HiveBrain v1.2.0
Get Started
← Back to all entries
patternsqlModerate

Multicolumn indexes and OR clause

Submitted by: @import:stackexchange-dba··
0
Viewed 0 times
andclauseindexesmulticolumn

Problem

I have a message table in my application and one of the most commonly executed SQL queries on this table is the following one:

select * from message message0_ 
 where message0_.sender_id=? or message0_.recipient_id=?
 order by message0_.send_date asc;


I am basically querying for the messages the current user has either received or sent.

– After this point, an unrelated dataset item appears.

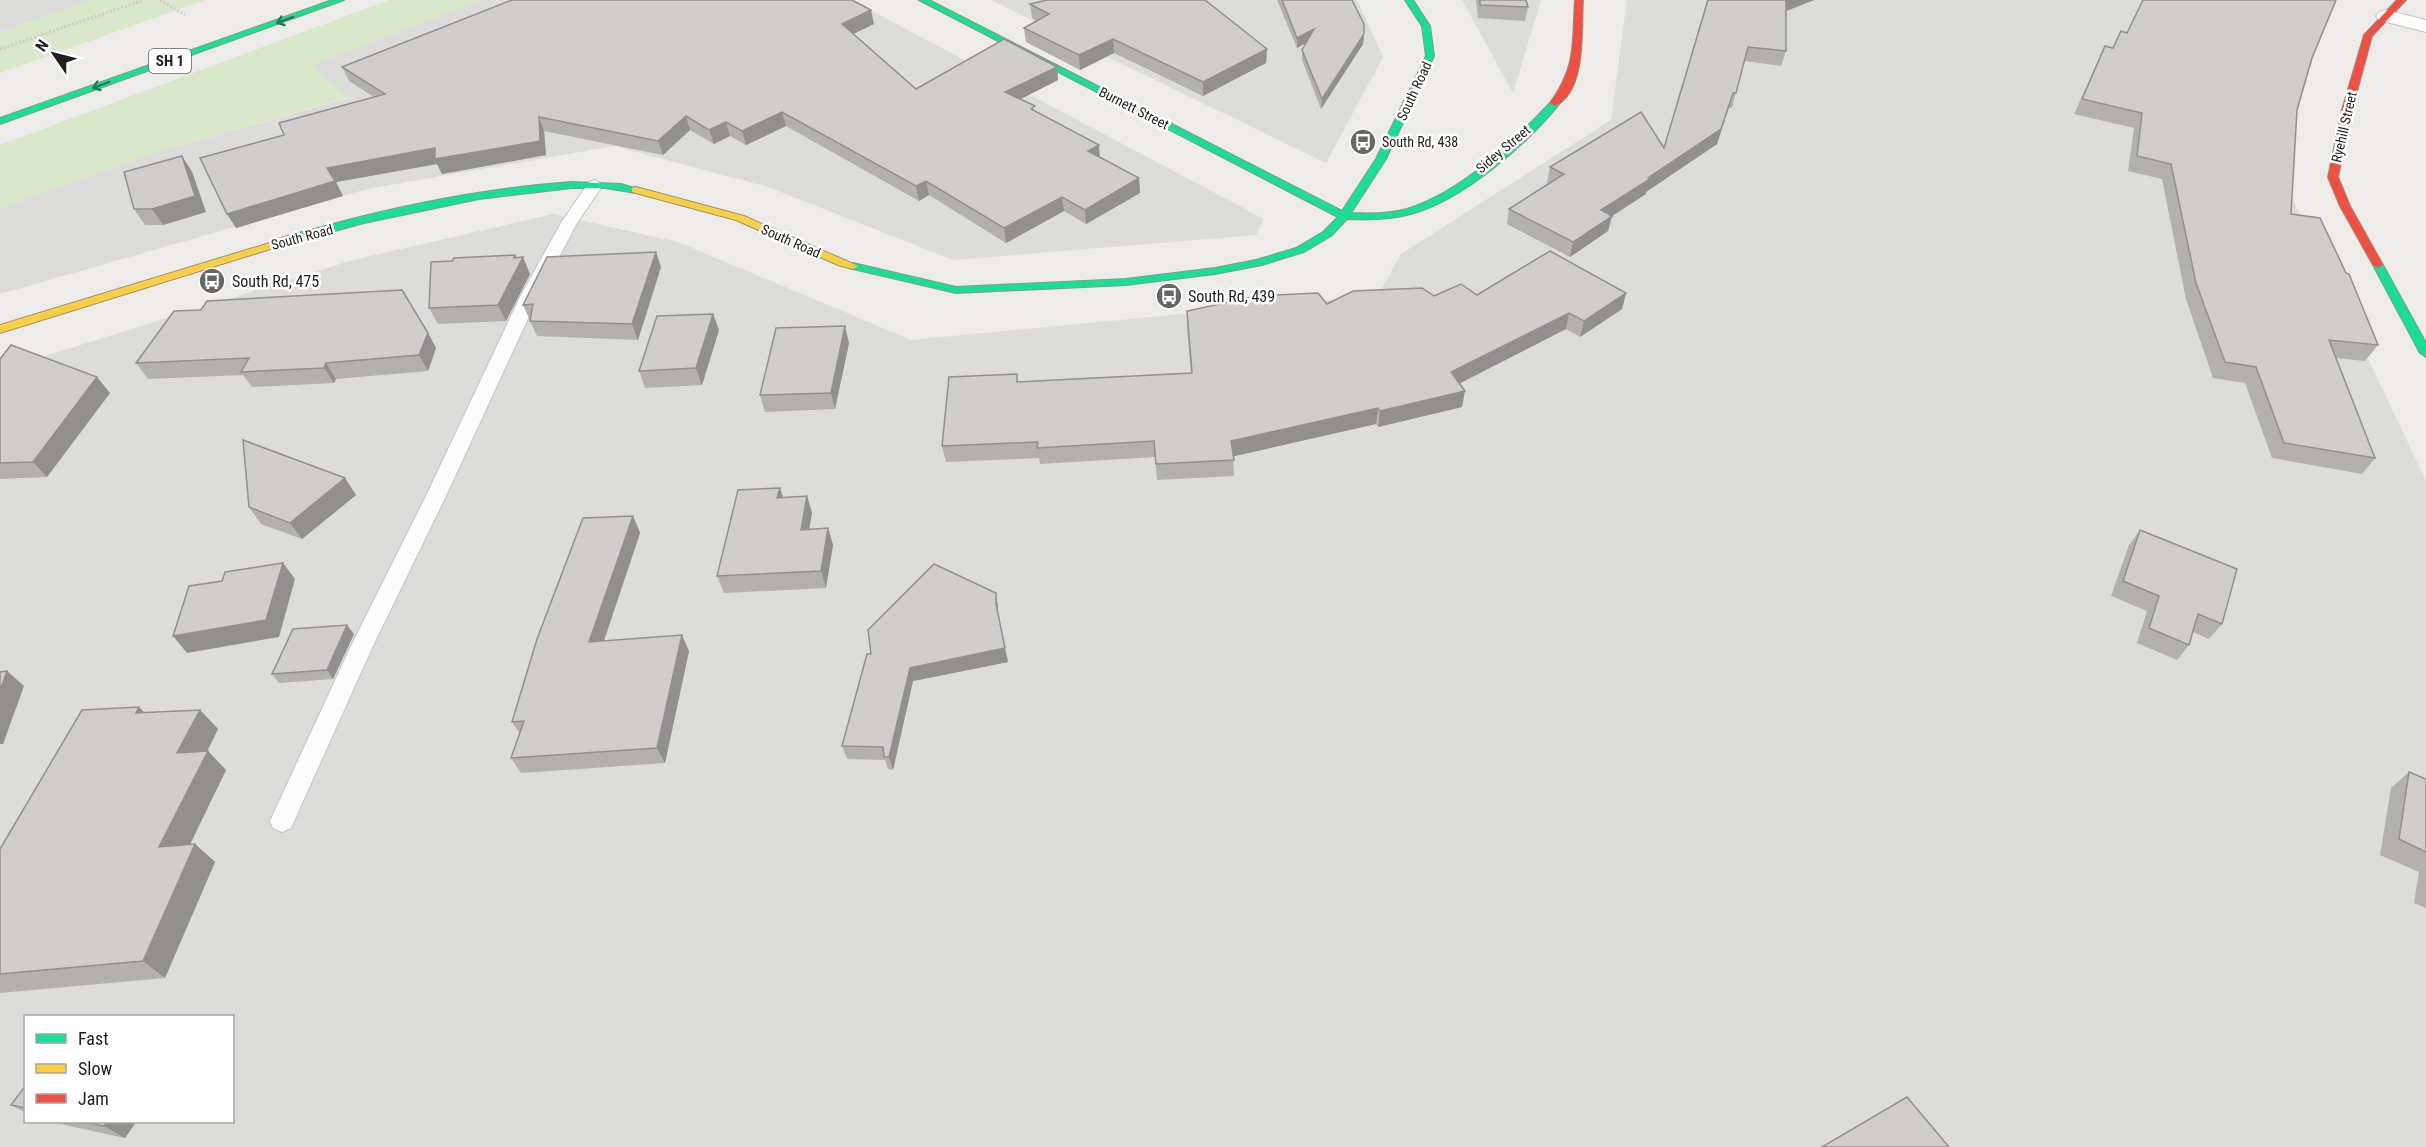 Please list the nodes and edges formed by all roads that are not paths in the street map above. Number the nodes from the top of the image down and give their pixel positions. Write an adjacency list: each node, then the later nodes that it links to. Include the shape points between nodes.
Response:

The value of the parameter for sender_id & recipient_id is the current user ID.

I have created the following index:

CREATE INDEX ON message(recipient_id, sender_id);


I would like to know if the order of the fields matters for my use case bearing in mind the OR clause in my SQL query.

Can someone please help?

Solution

For your use case, you actually need two different indexes:

CREATE INDEX ON messages(recipient_id);
CREATE INDEX ON messages(sender_id);


Your multi-column indexed would be used by the recipient_id = ?? part of the query, but it would not be used by the other (it can be used by other databases that know how to do Skip Scanning, such as Oracle, although it might not be extremely efficient).

Depending on how your PRIMARY KEY is for the message(s) table, you might not need one of them (the implicity index associated with the PK will do the job).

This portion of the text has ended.